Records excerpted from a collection
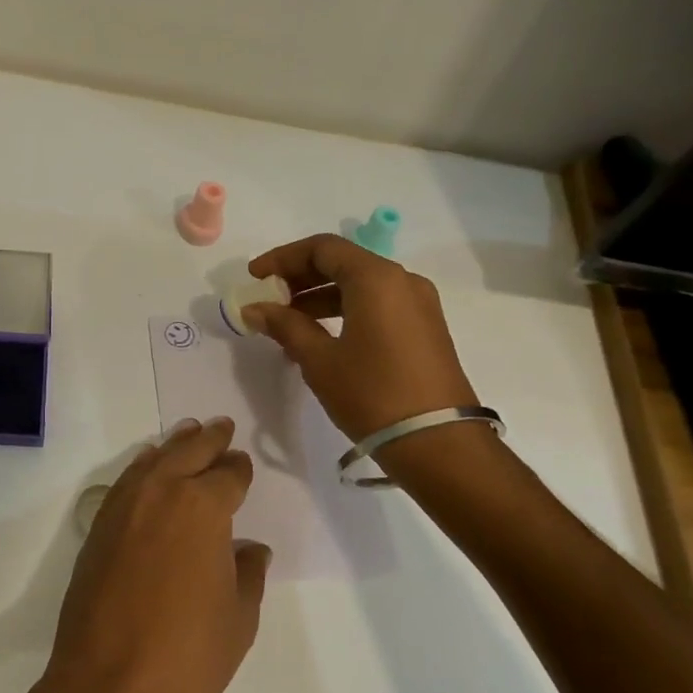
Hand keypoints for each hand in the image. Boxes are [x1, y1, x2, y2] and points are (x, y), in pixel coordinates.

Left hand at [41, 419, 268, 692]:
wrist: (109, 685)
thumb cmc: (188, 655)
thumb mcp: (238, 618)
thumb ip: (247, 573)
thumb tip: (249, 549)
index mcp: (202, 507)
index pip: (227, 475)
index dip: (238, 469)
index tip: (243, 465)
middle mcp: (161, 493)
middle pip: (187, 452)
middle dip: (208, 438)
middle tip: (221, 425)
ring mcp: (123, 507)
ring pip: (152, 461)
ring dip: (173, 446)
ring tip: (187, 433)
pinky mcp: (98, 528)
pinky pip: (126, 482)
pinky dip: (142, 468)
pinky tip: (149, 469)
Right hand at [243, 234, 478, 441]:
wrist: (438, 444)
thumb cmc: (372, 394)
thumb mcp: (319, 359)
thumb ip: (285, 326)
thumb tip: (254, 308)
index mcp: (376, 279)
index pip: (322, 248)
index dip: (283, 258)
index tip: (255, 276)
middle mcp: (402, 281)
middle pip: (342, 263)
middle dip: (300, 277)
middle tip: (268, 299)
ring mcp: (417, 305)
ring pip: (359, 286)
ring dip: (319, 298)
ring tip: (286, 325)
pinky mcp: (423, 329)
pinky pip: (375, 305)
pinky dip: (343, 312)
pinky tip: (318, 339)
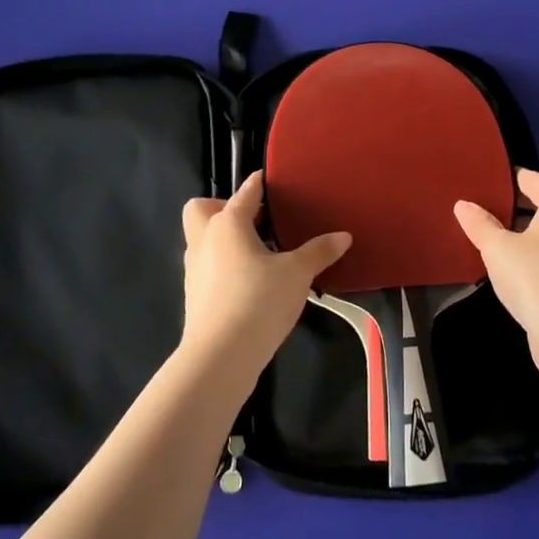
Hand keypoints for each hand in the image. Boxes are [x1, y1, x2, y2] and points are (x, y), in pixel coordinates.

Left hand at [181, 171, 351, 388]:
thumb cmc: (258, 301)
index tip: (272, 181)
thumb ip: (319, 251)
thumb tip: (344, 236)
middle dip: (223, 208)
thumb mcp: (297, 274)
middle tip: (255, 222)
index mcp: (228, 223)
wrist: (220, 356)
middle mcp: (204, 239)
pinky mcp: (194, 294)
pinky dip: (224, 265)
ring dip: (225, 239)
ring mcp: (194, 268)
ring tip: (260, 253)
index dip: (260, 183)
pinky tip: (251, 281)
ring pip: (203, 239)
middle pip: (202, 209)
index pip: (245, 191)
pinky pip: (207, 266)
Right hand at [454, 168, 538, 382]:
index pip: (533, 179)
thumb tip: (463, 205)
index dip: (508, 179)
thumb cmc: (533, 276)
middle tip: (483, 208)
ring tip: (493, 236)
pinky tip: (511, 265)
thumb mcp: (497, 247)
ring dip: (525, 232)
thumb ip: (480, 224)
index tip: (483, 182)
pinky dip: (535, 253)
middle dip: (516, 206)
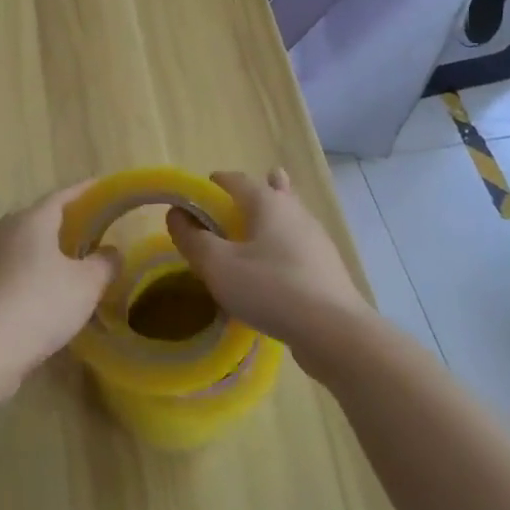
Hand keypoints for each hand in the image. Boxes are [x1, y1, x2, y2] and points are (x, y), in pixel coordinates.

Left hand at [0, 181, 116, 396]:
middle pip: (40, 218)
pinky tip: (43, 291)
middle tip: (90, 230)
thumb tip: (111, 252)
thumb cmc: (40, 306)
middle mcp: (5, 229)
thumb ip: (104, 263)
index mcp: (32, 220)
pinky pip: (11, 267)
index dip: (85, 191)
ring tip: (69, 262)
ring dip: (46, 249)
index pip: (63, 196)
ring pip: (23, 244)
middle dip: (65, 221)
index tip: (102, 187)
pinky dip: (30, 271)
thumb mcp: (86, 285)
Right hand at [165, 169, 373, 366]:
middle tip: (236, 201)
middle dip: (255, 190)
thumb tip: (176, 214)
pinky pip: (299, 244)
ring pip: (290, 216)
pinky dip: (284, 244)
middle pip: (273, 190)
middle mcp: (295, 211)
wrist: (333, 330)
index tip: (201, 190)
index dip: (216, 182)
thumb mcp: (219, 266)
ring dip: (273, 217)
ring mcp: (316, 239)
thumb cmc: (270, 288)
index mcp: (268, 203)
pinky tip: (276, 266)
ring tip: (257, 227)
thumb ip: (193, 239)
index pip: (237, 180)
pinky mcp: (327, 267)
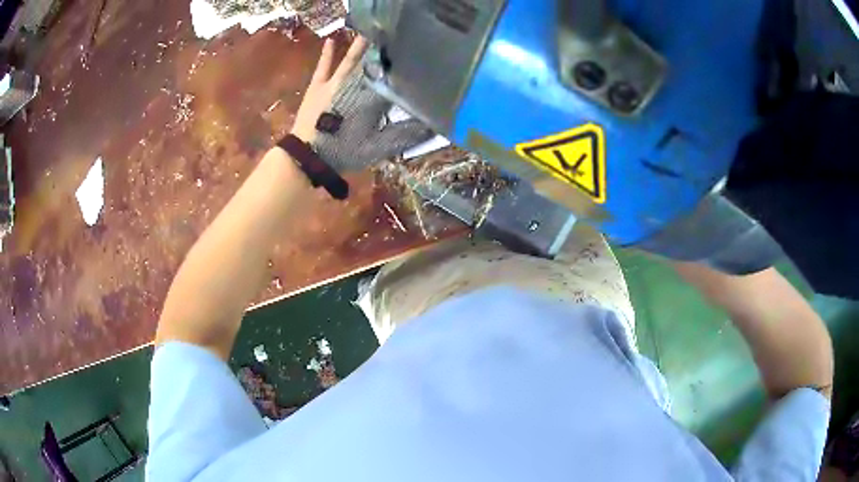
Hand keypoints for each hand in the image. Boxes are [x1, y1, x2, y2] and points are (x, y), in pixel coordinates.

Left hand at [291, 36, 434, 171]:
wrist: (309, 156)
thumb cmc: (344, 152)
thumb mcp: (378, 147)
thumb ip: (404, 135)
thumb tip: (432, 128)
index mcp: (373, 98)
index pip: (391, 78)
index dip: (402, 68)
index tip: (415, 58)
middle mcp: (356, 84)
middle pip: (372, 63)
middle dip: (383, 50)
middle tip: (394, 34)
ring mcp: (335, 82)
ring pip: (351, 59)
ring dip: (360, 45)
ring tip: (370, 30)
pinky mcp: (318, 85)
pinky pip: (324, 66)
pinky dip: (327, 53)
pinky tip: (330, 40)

= Task brief =
An exact, picture-free copy of the entries is required.

= Task answer =
Hand keypoints for each hand in the image. Boxes are [x1, y1, x2, y2] and points are (x, y), in pixel coordinates.

Left hand at [41, 419, 268, 692]:
wrist: (109, 685)
thumb cmc: (188, 655)
thumb mcp: (238, 618)
thumb ip: (247, 573)
thumb tip: (249, 549)
index mcp: (202, 507)
index pip: (227, 475)
index dip: (238, 469)
index tip: (243, 465)
middle mcp: (161, 493)
middle pip: (187, 452)
middle dip: (208, 438)
middle tip: (221, 425)
ring mcp: (123, 507)
ring pip: (152, 461)
ring dip: (173, 446)
ring tip: (187, 433)
pinky mcp: (98, 528)
pinky pip: (126, 482)
pinky dip: (142, 468)
pinky tip: (149, 469)
Right hand at [243, 234, 478, 441]:
wrist: (438, 444)
thumb cmc: (372, 394)
thumb mcp: (319, 359)
thumb ip: (285, 326)
thumb tip: (254, 308)
index mcp: (376, 279)
index pip: (322, 248)
index dip: (283, 258)
index tip: (255, 276)
middle mcp: (402, 281)
middle pip: (342, 263)
middle dip: (300, 277)
middle tip: (268, 299)
ring mcp: (417, 305)
ring pip: (359, 286)
ring dip: (319, 298)
ring tip: (286, 325)
pinky mcp: (423, 329)
pinky pip: (375, 305)
pinky dip: (343, 312)
pinky tip: (318, 339)
Hand keypoints for each hand in the image. Boxes are [x1, y1, x2, y2] and points are (x, y), in pixel coordinates.

Left hand at [181, 171, 351, 388]:
thumb cmc: (258, 301)
index tip: (272, 181)
thumb ip: (319, 251)
thumb tip: (344, 236)
middle dip: (223, 208)
thumb mcp: (297, 274)
middle tip: (255, 222)
index mcp: (228, 223)
wrist: (220, 356)
middle mcp: (204, 239)
pinky mcp: (194, 294)
pinky dip: (224, 265)
ring dip: (225, 239)
ring mcp: (194, 268)
ring tip: (260, 253)
index dip: (260, 183)
pinky tip: (251, 281)
ring pip: (203, 239)
middle pip: (202, 209)
index pip: (245, 191)
pinky pip: (207, 266)
Right hand at [454, 168, 538, 382]:
index pip: (533, 179)
thumb tip: (463, 205)
index dip: (508, 179)
thumb cmc: (533, 276)
middle tip: (483, 208)
ring tip: (493, 236)
pinky tip: (511, 265)
thumb mcp: (497, 247)
ring dip: (525, 232)
thumb ip: (480, 224)
index tip: (483, 182)
pinky dip: (535, 253)
middle dip: (516, 206)
Hand keypoints for each hand in the image. Boxes are [x1, y1, x2, y2] and points are (x, y), in pixel coordinates.

Left hand at [0, 181, 116, 396]:
middle pip: (40, 218)
pinky tip: (43, 291)
middle tip: (90, 230)
thumb tip: (111, 252)
thumb cmc: (40, 306)
middle mcp: (5, 229)
thumb ip: (104, 263)
index mcp: (32, 220)
pinky pip: (11, 267)
index dip: (85, 191)
ring tip: (69, 262)
ring dip: (46, 249)
index pip: (63, 196)
ring pip: (23, 244)
middle dip: (65, 221)
index tip: (102, 187)
pinky dip: (30, 271)
thumb mcp: (86, 285)
Right hand at [165, 169, 373, 366]:
middle tip: (236, 201)
middle dip: (255, 190)
thumb tip: (176, 214)
pinky pip: (299, 244)
ring pip: (290, 216)
pinky dip: (284, 244)
middle pip: (273, 190)
middle mcp: (295, 211)
wrist: (333, 330)
index tip: (201, 190)
index dip: (216, 182)
thumb mcp: (219, 266)
ring dip: (273, 217)
ring mcp: (316, 239)
thumb cmc: (270, 288)
index mcp: (268, 203)
pinky tip: (276, 266)
ring tip: (257, 227)
thumb ip: (193, 239)
index pip: (237, 180)
pinky mcp: (327, 267)
Hand keypoints for each hand in the image. Boxes are [x1, y1, x2, y2] and points are (x, y), in pixel coordinates.

Left hand at [291, 36, 434, 171]:
wrist: (309, 156)
thumb cmc: (344, 152)
thumb mcp: (378, 147)
thumb ip: (404, 135)
thumb tip: (432, 128)
index mcp: (373, 98)
index pip: (391, 78)
index dip: (402, 68)
index tip: (415, 58)
middle mcp: (356, 84)
middle pip: (372, 63)
middle dip: (383, 50)
middle tip: (394, 34)
ring mcp: (335, 82)
ring pip: (351, 59)
ring dip: (360, 45)
ring tip: (370, 30)
pinky mcp: (318, 85)
pinky pip: (324, 66)
pinky dip: (327, 53)
pinky tip: (330, 40)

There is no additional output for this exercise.